Monday, January 9, 2012

Foundation Group Read Part 1 (of 2)

Welcome to part one of the Foundation group read being hosted by Carl of Stainless Steel Droppings.  Click here to see what the others have to say about Foundation.  This is the cover of my first copy of Foundation.







For the purpose of satisfying curiosity, is this your first time reading Foundation or have you read it before?


I think this is my third time to read it.  The original Foundation Trilogy (Foundation, Foundation and Empire, Second Foundation) was one of my early science fiction reading experiences way back in the early to middle 1970s.  It helped cement Asimov as one of my favorite authors.  I don’t hide the fact that he is still one of my favorites.  One of my fondest memories is listening to a lecture the “Good Doctor” gave at Penn State.

For those who have read it before, how has it held up to your memory/feelings about previous reads?

I still enjoy this book.  Each time I read it I discover something different.

What are your thoughts about the structure of the novel thus far? (I am referring to the brief glimpses of different parts of the history of the Foundation with big time gaps between events in the novel)

The structure is somewhat unique in science fiction.  Asimov, as he has stated in many different articles, was inspired by reading Edward Gibbon’s “The Decline and Fall of the Roman Empire”.  Out of necessity, when you are writing the history of an empire, the author has to write about numerous periods over a long time span.  By copying this structure, Asimov gives the reader the impression that they are reading about the history of an empire.  If he followed one character per book, the first book would have been a five novel series.  It would make for a decompressed story that would not have the same impact.  Another writer commented, in a work on Asimov, that he was also influenced by reading the Old Testament books of the Bible.  Many parallels can be drawn between the Foundation story and the journey of the Israelites in the Old Testament.  The structure of the story also supports this idea.

What, if anything, is holding your interest thus far, what are you enjoying about Foundation?

I am fascinated by how the individuals of each era are going to handle each crisis.  Another part that holds my interest is what is revealed by Hari Seldon each time he appears.

What, if anything, are you not enjoying about Foundation?

Nothing.  This is one of my favorite books.

You may have covered this in answering the other questions, but if not, what are your thoughts/feelings about the Galactic Empire.  Is it a practical thing to have a galaxy spanning government? Can you imagine such a thing and do you think it would work?

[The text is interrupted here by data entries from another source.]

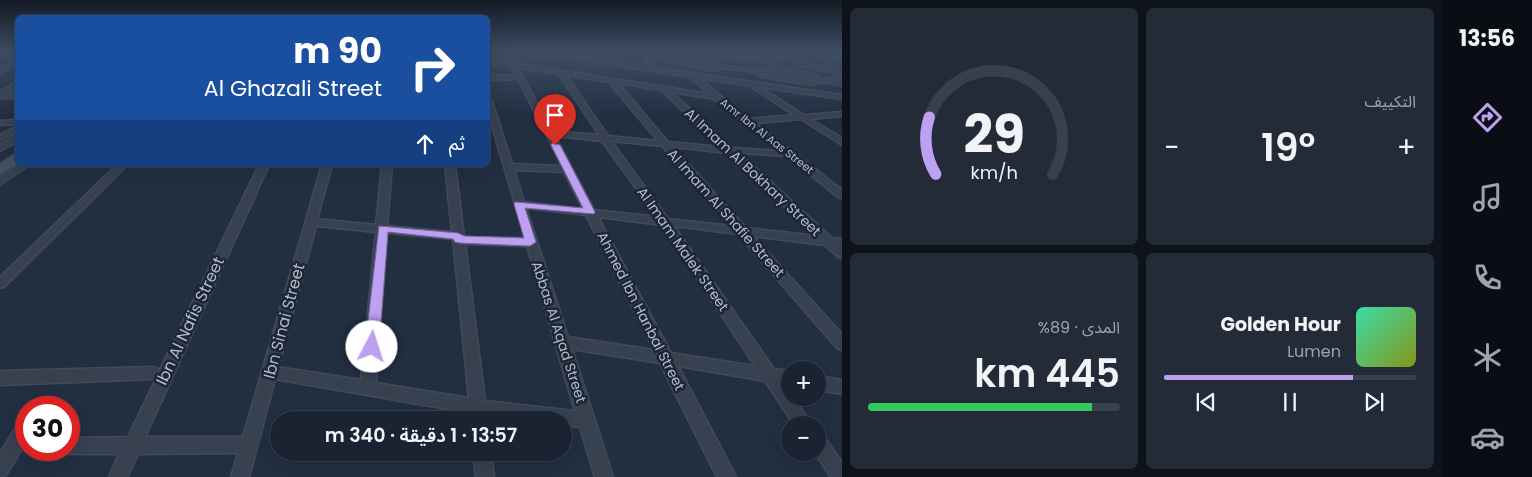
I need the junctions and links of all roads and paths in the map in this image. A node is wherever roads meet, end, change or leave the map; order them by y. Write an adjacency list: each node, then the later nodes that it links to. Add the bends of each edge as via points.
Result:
1 (518, 73): 8 (street, Ahmed Ibn Hanbal Street)
2 (563, 73): 29 (street, Al Imam Malek Street)
3 (569, 73): 10 (street)
4 (681, 73): 7 (street)
5 (743, 73): 12 (street)
6 (762, 73): 11 (street, via 777,79 814,84 818,80)
7 (692, 75): 12 (street); 17 (street, Amr Ibn Al Aas Street)
8 (520, 77): 9 (street); 27 (street, Ahmed Ibn Hanbal Street)
9 (490, 78)
10 (612, 81): 14 (street); 32 (street, Al Imam Al Shafie Street)
11 (841, 81)
12 (746, 83): 18 (street); 22 (street)
13 (15, 85): 15 (street)
14 (664, 89): 17 (street); 34 (street, Al Imam Al Bokhary Street)
15 (0, 96): 16 (street)
16 (15, 96): 19 (street)
17 (717, 97): 23 (street, Amr Ibn Al Aas Street)
18 (842, 97)
19 (0, 104)
20 (490, 108): 45 (street, Abbas Al Aqad Street)
21 (842, 114): 22 (street)
22 (804, 117): 23 (street); 30 (street)
23 (748, 121): 36 (street, Amr Ibn Al Aas Street)
24 (15, 122): 25 (street)
25 (0, 123)
26 (15, 130): 28 (street)
27 (549, 133): 29 (street); 47 (street, Ahmed Ibn Hanbal Street)
28 (0, 138)
29 (604, 138): 32 (street); 54 (street, Al Imam Malek Street)
30 (840, 138)
31 (15, 140): 33 (street)
32 (665, 144): 34 (street); 56 (street, Al Imam Al Shafie Street)
33 (0, 148)
34 (728, 150): 36 (street); 59 (street, Al Imam Al Bokhary Street)
35 (15, 151): 37 (main road)
36 (791, 154): 49 (street, Amr Ibn Al Aas Street)
37 (0, 159)
38 (15, 160): 46 (main road)
39 (21, 167): 48 (street)
40 (120, 167): 62 (street)
41 (263, 167): 81 (street, Ibn Al Nafis Street)
42 (326, 167): 53 (street, Ibn Sinai Street)
43 (387, 167): 55 (street)
44 (450, 167): 57 (street)
45 (508, 167): 47 (street); 51 (street, Abbas Al Aqad Street)
46 (0, 169)
47 (568, 169): 52 (street, Ahmed Ibn Hanbal Street)
48 (0, 182)
49 (837, 188): 50 (street, Amr Ibn Al Aas Street)
50 (842, 195)
51 (519, 204): 52 (street); 58 (street, Abbas Al Aqad Street)
52 (590, 212): 54 (street); 65 (street, Ahmed Ibn Hanbal Street)
53 (311, 222): 55 (street); 66 (street, Ibn Sinai Street)
54 (666, 223): 56 (street); 68 (street, Al Imam Malek Street)
55 (383, 228): 57 (street); 72 (street)
56 (743, 231): 59 (street); 64 (street, Al Imam Al Shafie Street)
57 (458, 238): 58 (street); 75 (street)
58 (530, 242): 63 (street, Abbas Al Aqad Street)
59 (830, 242): 60 (street); 61 (street, Al Imam Al Bokhary Street)
60 (842, 243)
61 (842, 254)
62 (0, 284)
63 (564, 342): 65 (street); 78 (street, Abbas Al Aqad Street)
64 (842, 344)
65 (665, 357): 68 (street); 90 (street, Ahmed Ibn Hanbal Street)
66 (270, 372): 72 (street); 79 (street, Ibn Sinai Street)
67 (154, 373): 70 (street)
68 (768, 375): 69 (street); 76 (street, Al Imam Malek Street)
69 (781, 377)
70 (0, 378)
71 (826, 384): 73 (street)
72 (368, 387): 74 (street)
73 (842, 387)
74 (470, 411)
75 (478, 411)
76 (798, 416)
77 (572, 419): 78 (street)
78 (587, 420): 89 (street, Abbas Al Aqad Street)
79 (249, 444): 81 (street); 87 (street, Ibn Sinai Street)
80 (80, 446): 81 (street)
81 (132, 446): 86 (street, Ibn Al Nafis Street)
82 (15, 452): 85 (street)
83 (826, 454): 91 (street)
84 (483, 461): 88 (street)
85 (0, 469)
86 (118, 477)
87 (240, 477)
88 (484, 477)
89 (604, 477)
90 (726, 477)
91 (842, 477)

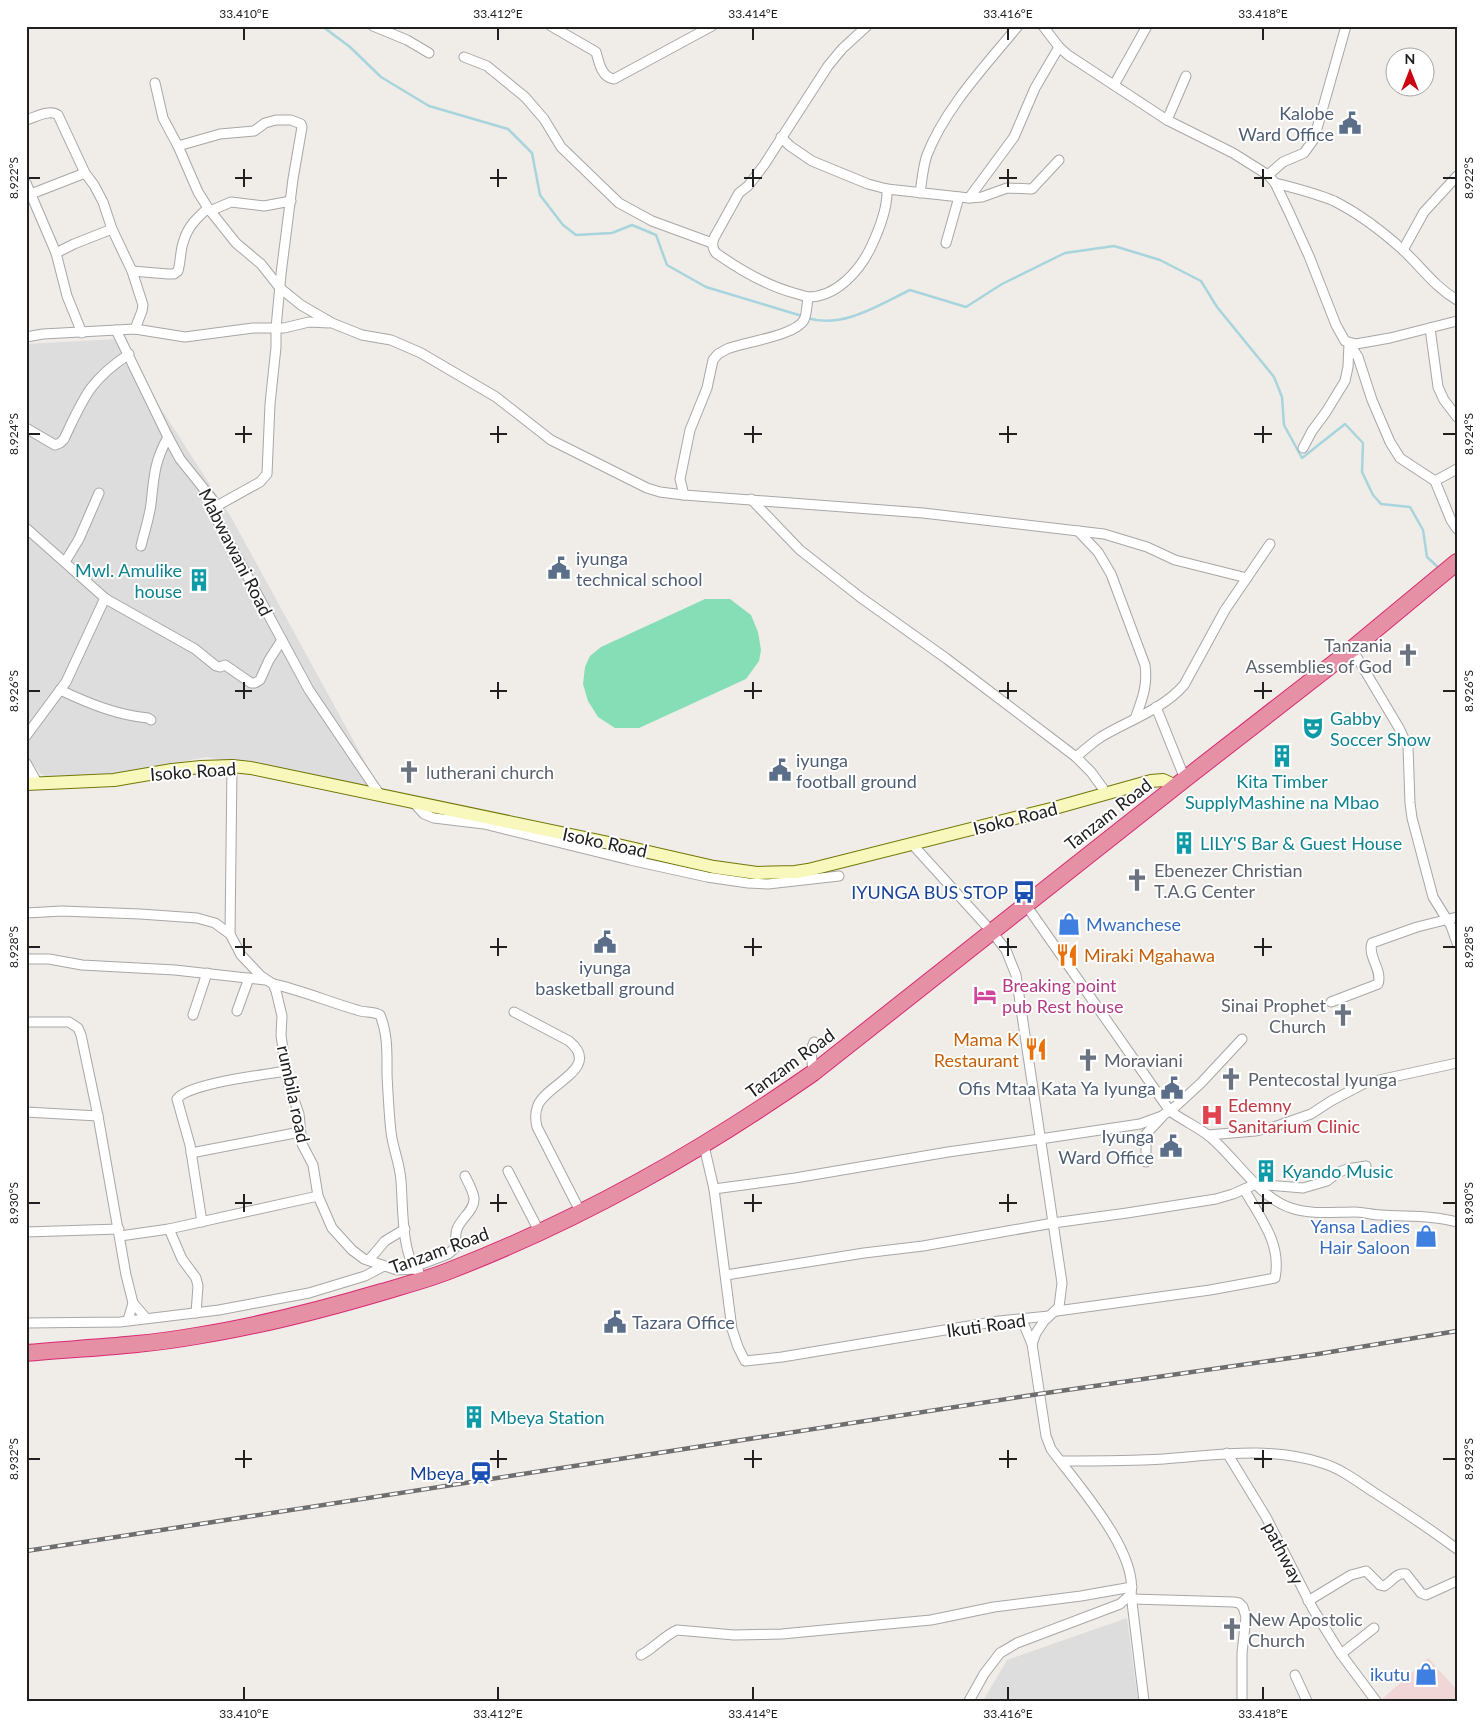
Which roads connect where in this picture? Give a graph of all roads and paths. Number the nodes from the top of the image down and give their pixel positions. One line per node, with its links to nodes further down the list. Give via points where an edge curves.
1 (373, 26): 10 (street)
2 (551, 26): 3 (street, via 596,52 605,75 614,79)
3 (712, 26)
4 (867, 26): 17 (street, via 828,66)
5 (1018, 26): 26 (street, via 960,98 935,138 925,161)
6 (1043, 26): 9 (street)
7 (1147, 26): 14 (street)
8 (1346, 26): 21 (street, via 1314,139 1304,153 1283,162)
9 (1059, 47): 14 (street); 29 (street, via 1035,88 1014,137)
10 (429, 53)
11 (464, 57): 33 (street, via 487,66 525,97 562,147 619,203 652,221)
12 (1186, 76): 16 (street)
13 (155, 83): 18 (street, via 163,118)
14 (1114, 86): 16 (street)
15 (26, 120): 20 (street, via 54,112 58,115)
16 (1167, 120): 21 (street, via 1233,153)
17 (781, 137): 25 (street, via 799,153 822,166); 33 (street, via 748,186 739,193)
18 (178, 146): 30 (street, via 220,134 254,131 276,120 299,123 302,132); 31 (street)
19 (1059, 160): 29 (street, via 1032,189 1007,188)
20 (85, 173): 27 (street); 32 (street, via 103,202)
21 (1268, 175): 24 (street)
22 (1457, 176): 35 (street, via 1424,212)
23 (26, 183): 27 (street)
24 (1275, 183): 35 (street, via 1333,201); 49 (street, via 1336,325)
25 (887, 189): 26 (street); 39 (street, via 880,223 862,263 850,278 831,291)
26 (920, 193): 28 (street)
27 (31, 194): 36 (street)
28 (959, 196): 29 (street); 34 (street)
29 (969, 198)
30 (291, 200): 31 (street, via 264,206 231,202); 38 (street)
31 (209, 210): 37 (street, via 194,222 186,234 178,271 174,274); 38 (street)
32 (112, 230): 36 (street); 37 (street)
33 (712, 243): 39 (street, via 716,253 748,274 779,289)
34 (946, 243)
35 (1403, 250): 40 (street, via 1446,294)
36 (56, 253): 47 (street, via 67,296)
37 (132, 271): 45 (street, via 143,305)
38 (280, 288): 42 (street); 43 (street)
39 (808, 297): 58 (street, via 804,320 784,333 733,346 716,356 690,430 680,479)
40 (1457, 300)
41 (1457, 321): 44 (street)
42 (332, 323): 43 (street, via 309,322); 58 (street, via 356,333 391,340 421,354 496,397 550,440 647,488)
43 (276, 328): 45 (street, via 185,337); 60 (street, via 267,474 260,482)
44 (1430, 328): 49 (street, via 1390,338); 51 (street, via 1438,387)
45 (135, 329): 46 (street)
46 (116, 330): 47 (street); 50 (street, Mabwawani Road)
47 (82, 333): 48 (street)
48 (26, 336)
49 (1349, 343): 54 (street, via 1344,381); 56 (street, via 1358,357 1390,442 1400,458)
50 (129, 354): 52 (street, via 90,387 60,443 53,444); 53 (street, Mabwawani Road)
51 (1457, 417)
52 (26, 428)
53 (168, 437): 60 (street, Mabwawani Road, via 180,459 209,493); 65 (street, via 156,463 151,506)
54 (1303, 448)
55 (1457, 469): 56 (street)
56 (1435, 481): 62 (street)
57 (99, 493): 66 (street, via 79,539)
58 (684, 495): 59 (street)
59 (751, 499): 63 (street, via 923,513); 77 (street, via 800,550)
60 (215, 507): 70 (street, Mabwawani Road, via 216,518)
61 (26, 528): 66 (street)
62 (1457, 529)
63 (1078, 531): 68 (street, via 1111,535 1175,560); 74 (street, via 1098,552 1111,574 1145,665 1145,690)
64 (1270, 544): 68 (street)
65 (141, 546)
66 (64, 562): 69 (street)
67 (1448, 570): 71 (highway, Tanzam Road)
68 (1247, 578): 73 (street, via 1225,610 1184,685)
69 (105, 598): 70 (street, via 195,649 216,666 224,665 253,684 260,680); 72 (street)
70 (282, 640): 83 (street, Mabwawani Road, via 322,710)
71 (1352, 649): 80 (highway, Tanzam Road); 90 (street, via 1408,747 1412,818 1433,897)
72 (60, 690): 75 (street, via 117,713); 76 (street)
73 (1156, 708): 74 (street); 80 (street)
74 (1135, 719): 77 (street, via 1102,737)
75 (151, 720)
76 (26, 736)
77 (1076, 757): 82 (street)
78 (26, 762): 81 (street)
79 (232, 766): 81 (street, Isoko Road, via 172,770 114,780); 83 (street, Isoko Road); 92 (street)
80 (1180, 782): 82 (street, Isoko Road, via 1151,781); 87 (highway, Tanzam Road)
81 (32, 784)
82 (1107, 794): 85 (street, Isoko Road)
83 (380, 795): 84 (street, Isoko Road)
84 (414, 803): 85 (street, Isoko Road, via 748,872 795,872); 86 (street, via 424,814 434,818 484,824 707,877 768,884)
85 (912, 844): 91 (street)
86 (839, 876)
87 (1026, 905): 91 (highway, Tanzam Road); 109 (street, via 1080,980)
88 (26, 913): 92 (street, via 62,911 197,918 215,923)
89 (1457, 917): 90 (street)
90 (1446, 919): 93 (street); 98 (street, via 1372,943 1378,984)
91 (992, 932): 107 (highway, Tanzam Road); 113 (street, via 1006,950 1016,974)
92 (230, 934): 97 (street, rumbila road, via 241,955)
93 (1457, 942)
94 (26, 959): 95 (street)
95 (207, 973): 96 (street); 101 (street)
96 (249, 978): 97 (street); 99 (street)
97 (270, 982): 106 (street, rumbila road, via 282,1011 281,1035); 129 (street, via 354,1010 380,1015 386,1042 391,1135 400,1173)
98 (1331, 1002)
99 (237, 1011)
100 (514, 1012): 124 (street, via 569,1041 580,1052 575,1070 538,1104 535,1120)
101 (193, 1015)
102 (26, 1022): 110 (street, via 69,1022 78,1028 85,1047)
103 (1242, 1039): 109 (street, via 1202,1084)
104 (814, 1042): 107 (street, via 811,1050)
105 (1457, 1063): 112 (street, via 1365,1084 1311,1114 1274,1127)
106 (286, 1071): 111 (street, rumbila road, via 299,1114); 115 (street, via 213,1084 178,1096)
107 (813, 1073): 114 (highway, Tanzam Road)
108 (26, 1112): 110 (street)
109 (1166, 1114): 112 (street); 113 (street, via 1140,1124); 116 (street, via 1146,1134)
110 (98, 1116): 131 (street)
111 (300, 1132): 115 (street); 123 (street, rumbila road, via 302,1144 313,1165)
112 (1208, 1135): 120 (street)
113 (1040, 1139): 121 (street); 127 (street)
114 (704, 1146): 121 (street, Ikuti Road); 124 (highway, Tanzam Road)
115 (191, 1153): 125 (street)
116 (1146, 1162)
117 (1366, 1166): 120 (street, via 1347,1169 1327,1181 1303,1188)
118 (508, 1172): 132 (street)
119 (465, 1176): 135 (street, via 474,1202 457,1229 455,1248)
120 (1256, 1184): 122 (street); 126 (street, via 1288,1207 1303,1211 1365,1212)
121 (714, 1188): 136 (street, Ikuti Road)
122 (1244, 1189): 127 (street, via 1216,1199); 139 (street, Ikuti Road, via 1273,1242 1275,1278)
123 (318, 1196): 125 (street); 133 (street, rumbila road, via 332,1228 357,1255)
124 (582, 1213): 132 (highway, Tanzam Road)
125 (202, 1222): 128 (street)
126 (1457, 1222)
127 (1053, 1223): 136 (street); 139 (street, via 1062,1282 1061,1304)
128 (169, 1229): 131 (street); 138 (street, via 182,1259 196,1278)
129 (404, 1229): 133 (street, via 385,1241); 135 (street, via 409,1256)
130 (26, 1232): 131 (street)
131 (120, 1232): 137 (street)
132 (540, 1233): 135 (highway, Tanzam Road, via 449,1271)
133 (369, 1260): 134 (street, rumbila road)
134 (384, 1266): 135 (street, rumbila road); 138 (street, via 370,1274 309,1293)
135 (418, 1271): 145 (highway, Tanzam Road, via 311,1312 197,1336)
136 (726, 1275): 142 (street, Ikuti Road, via 732,1329 745,1361)
137 (133, 1303): 140 (street); 141 (street)
138 (196, 1313): 140 (street)
139 (1053, 1314): 142 (street, Ikuti Road); 144 (street, via 1040,1326)
140 (146, 1318): 141 (street)
141 (128, 1320): 143 (street)
142 (1022, 1320): 144 (street)
143 (26, 1323)
144 (1032, 1344): 147 (street, via 1046,1436)
145 (26, 1353)
146 (1228, 1452): 147 (street, via 1161,1459); 148 (street, via 1280,1454 1324,1463 1345,1473); 151 (street, pathway, via 1266,1517)
147 (1061, 1461): 150 (street, via 1120,1547 1128,1566)
148 (1457, 1549)
149 (1457, 1581): 151 (street, via 1426,1595 1406,1574 1397,1575 1384,1586 1366,1571 1351,1575)
150 (1132, 1593): 154 (street, via 994,1607 931,1620 782,1634 734,1635 677,1630); 156 (street, via 1114,1608 1007,1648 984,1674); 157 (street); 158 (street, via 1239,1603 1246,1617)
151 (1308, 1601): 153 (street, pathway)
152 (1374, 1628): 153 (street)
153 (1341, 1654): 160 (street, pathway)
154 (642, 1655)
155 (1296, 1675): 159 (street)
156 (969, 1701)
157 (1144, 1701)
158 (1242, 1701)
159 (1307, 1701)
160 (1376, 1701)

I find it hard to believe that it could function.  It seems like something that would collapse under it’s own weight.  On the other hand, they are interesting to read about.  Some of the others I have enjoyed reading are the Terran Empire of the Dominic Flandry series, the Empire of the Dune books, E. E. “Doc” Smith’s empires, and a pulp like favorite of mine was the Arkonide Imperium of Perry Rhodan fame.

What are your thoughts on Hardin's creation of a religious system in which to house scientific ideas and technology while keeping the users of that science and technology in the dark?

This was a stroke of genius.  What a perfect way to build in a system to protect yourself.  A similar system was used during the Dark Ages in Europe.

4 comments:

Carl V. said...

How cool that you got to hear him lecture!!! Wow!

I have only had a few years of exposure to Asimov, but he is certainly one of my favorites as well, and each time I pick up another of his books, like my recent read of The Positronic Man, he becomes even more solidified as a favorite.

Love the comparison between the Israelites journey in the OT and Foundation. I'm going to be thinking a lot about that one.

"impact" is a good word, and I agree that the impact Asimov achieves here is largely because of the way in which he structures this story. And I like how the Encyclopedia also helps fill us in on some of the details, and its existence in a future when these stories are being related makes for some interesting speculation about how things will all work out.

Although I've read it once before it has been long enough that the details of the story feel new despite my knowing where the story is headed. I have just passed into the second half of our read and am enjoying how the religious aspects are playing out. Also really enjoyed Hari's second speech, but will talk about that more next week.

Love your perspective on this story, Jim. You have a much more extensive handle on sf history than the majority of us participating in the group read.

Lynn said...

I think this is one book that you could definitely read more than once in fact, as far as my reading goes it would probably be better the second time around as I tend to rush through the first time. There's such a lot of political maneouvering going on that a second read would probably clarify a few things (for me anyway!)
Thanks
Lynn

Shelley said...

I could see the similarities with the Roman Empire, but I hadn't picked up on the Old Testament influence. I'll have to keep my eyes open.

Redhead said...

I'm also very jealous that you got to hear him speak.

I think Asimov did a wonderful job of giving us just the important snippets of what is going on. We don't need to know the nitty gritty details of Seldon's or Hardin's or anyone's life. We only need to know how they relate to the Foundation, because The Foundation is the main character of this story.

I too find a galaxy spanning empire pretty crazy. It would just fall apart.

and science as religion? Agreed - it's a stroke of genius.